SUPPLIED ENTRIES START
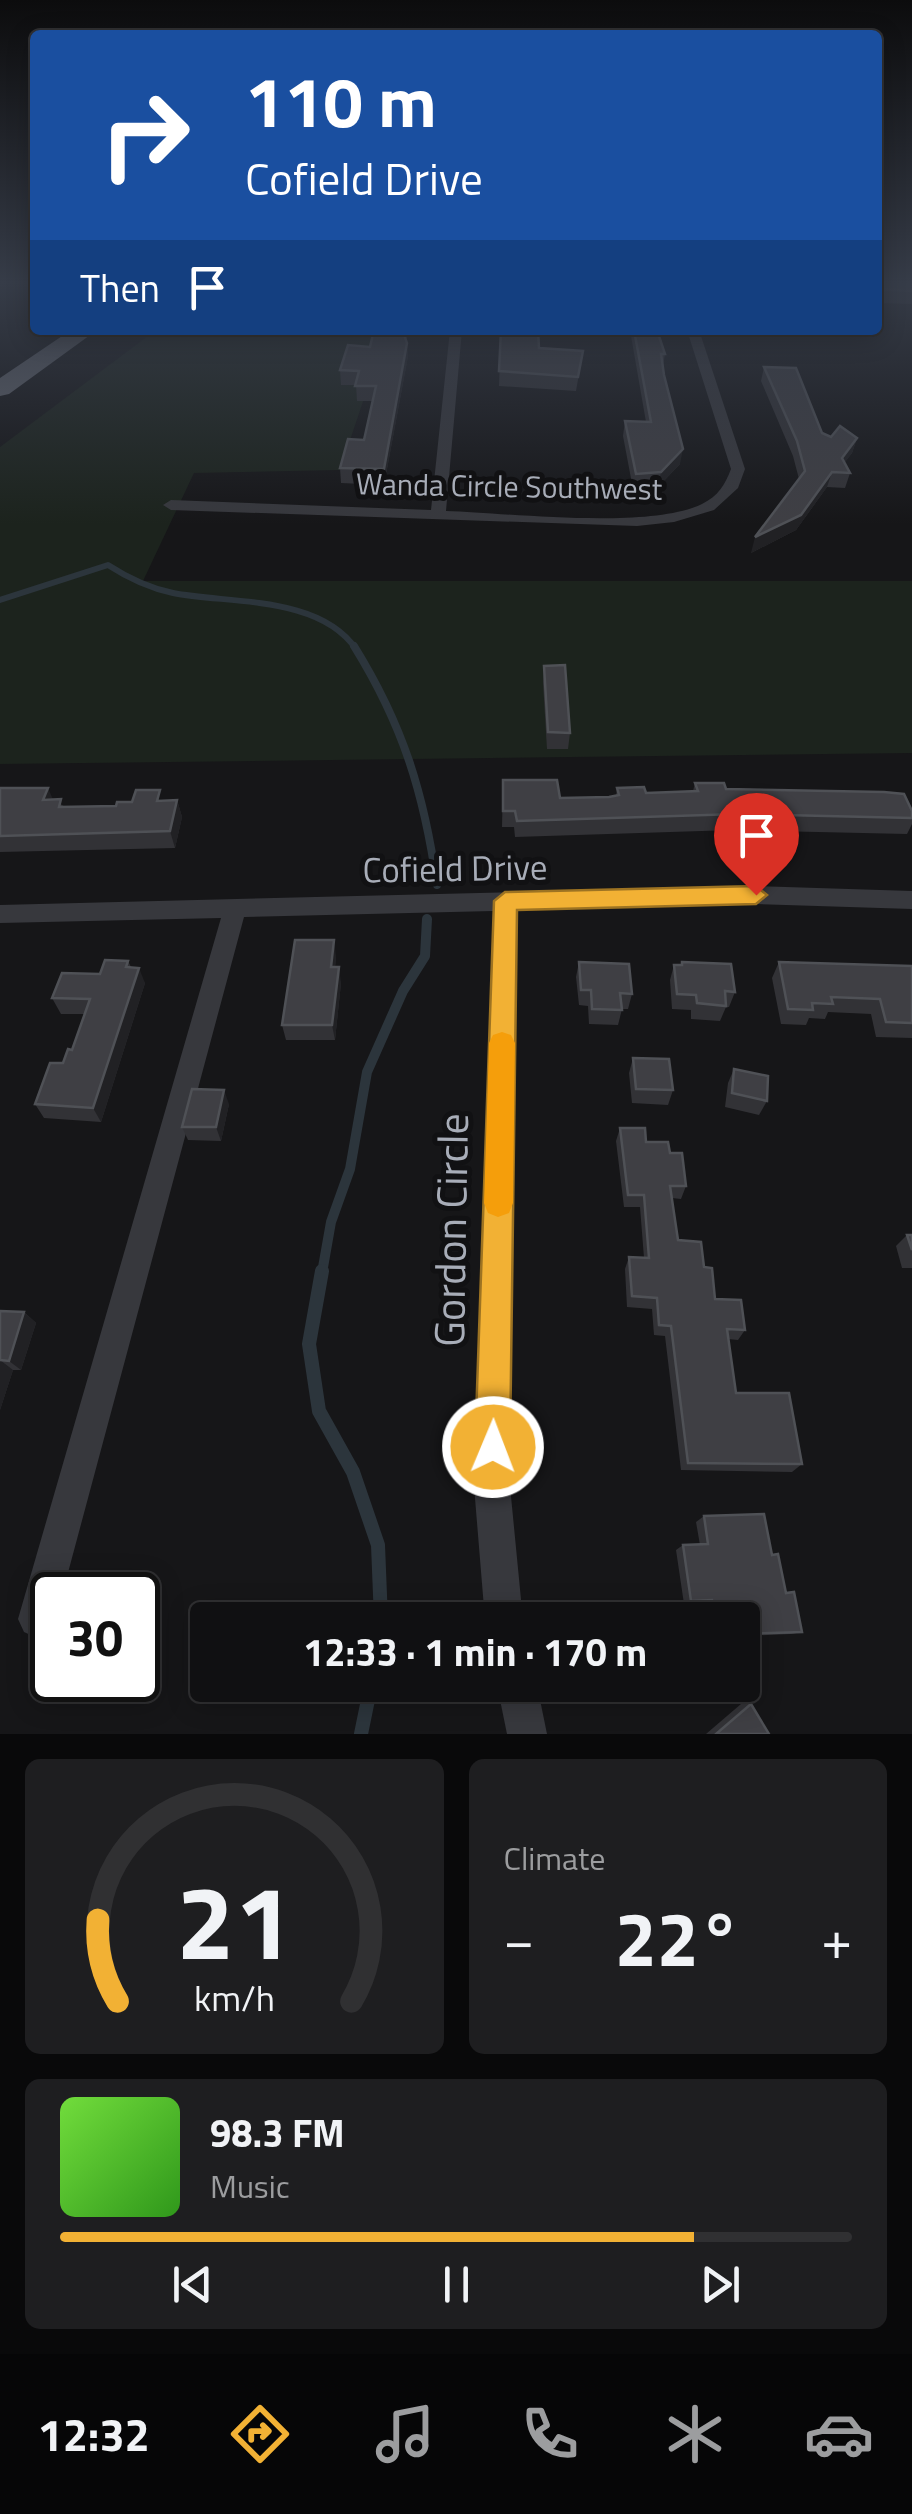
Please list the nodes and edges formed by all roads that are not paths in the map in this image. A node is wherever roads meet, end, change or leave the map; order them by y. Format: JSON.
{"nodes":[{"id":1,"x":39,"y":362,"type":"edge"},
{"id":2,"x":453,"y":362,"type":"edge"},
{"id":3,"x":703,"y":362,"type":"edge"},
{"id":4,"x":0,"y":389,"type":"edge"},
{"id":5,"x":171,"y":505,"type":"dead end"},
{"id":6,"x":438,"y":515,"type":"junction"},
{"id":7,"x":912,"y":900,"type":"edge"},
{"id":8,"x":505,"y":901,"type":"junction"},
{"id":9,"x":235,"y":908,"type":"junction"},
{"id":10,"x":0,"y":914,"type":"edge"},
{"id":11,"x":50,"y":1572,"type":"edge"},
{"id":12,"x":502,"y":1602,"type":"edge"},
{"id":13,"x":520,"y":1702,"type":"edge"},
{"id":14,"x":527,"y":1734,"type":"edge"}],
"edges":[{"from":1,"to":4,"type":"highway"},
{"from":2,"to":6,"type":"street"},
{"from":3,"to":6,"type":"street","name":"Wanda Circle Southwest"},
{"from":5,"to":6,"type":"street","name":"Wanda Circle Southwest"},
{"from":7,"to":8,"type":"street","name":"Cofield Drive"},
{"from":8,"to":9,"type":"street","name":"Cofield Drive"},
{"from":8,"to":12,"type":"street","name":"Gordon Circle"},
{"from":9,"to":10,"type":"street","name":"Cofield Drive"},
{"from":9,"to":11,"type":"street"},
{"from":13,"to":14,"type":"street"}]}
SUPPLIED ENTRIES END
▶ [ASSIGNMENT] Each record above should come back exactly the same, only without its pictures.

▶ [EXERCISE ANSWER]
Please list the nodes and edges formed by all roads that are not paths in the map in this image. A node is wherever roads meet, end, change or leave the map; order them by y. Format: JSON.
{"nodes":[{"id":1,"x":39,"y":362,"type":"edge"},
{"id":2,"x":453,"y":362,"type":"edge"},
{"id":3,"x":703,"y":362,"type":"edge"},
{"id":4,"x":0,"y":389,"type":"edge"},
{"id":5,"x":171,"y":505,"type":"dead end"},
{"id":6,"x":438,"y":515,"type":"junction"},
{"id":7,"x":912,"y":900,"type":"edge"},
{"id":8,"x":505,"y":901,"type":"junction"},
{"id":9,"x":235,"y":908,"type":"junction"},
{"id":10,"x":0,"y":914,"type":"edge"},
{"id":11,"x":50,"y":1572,"type":"edge"},
{"id":12,"x":502,"y":1602,"type":"edge"},
{"id":13,"x":520,"y":1702,"type":"edge"},
{"id":14,"x":527,"y":1734,"type":"edge"}],
"edges":[{"from":1,"to":4,"type":"highway"},
{"from":2,"to":6,"type":"street"},
{"from":3,"to":6,"type":"street","name":"Wanda Circle Southwest"},
{"from":5,"to":6,"type":"street","name":"Wanda Circle Southwest"},
{"from":7,"to":8,"type":"street","name":"Cofield Drive"},
{"from":8,"to":9,"type":"street","name":"Cofield Drive"},
{"from":8,"to":12,"type":"street","name":"Gordon Circle"},
{"from":9,"to":10,"type":"street","name":"Cofield Drive"},
{"from":9,"to":11,"type":"street"},
{"from":13,"to":14,"type":"street"}]}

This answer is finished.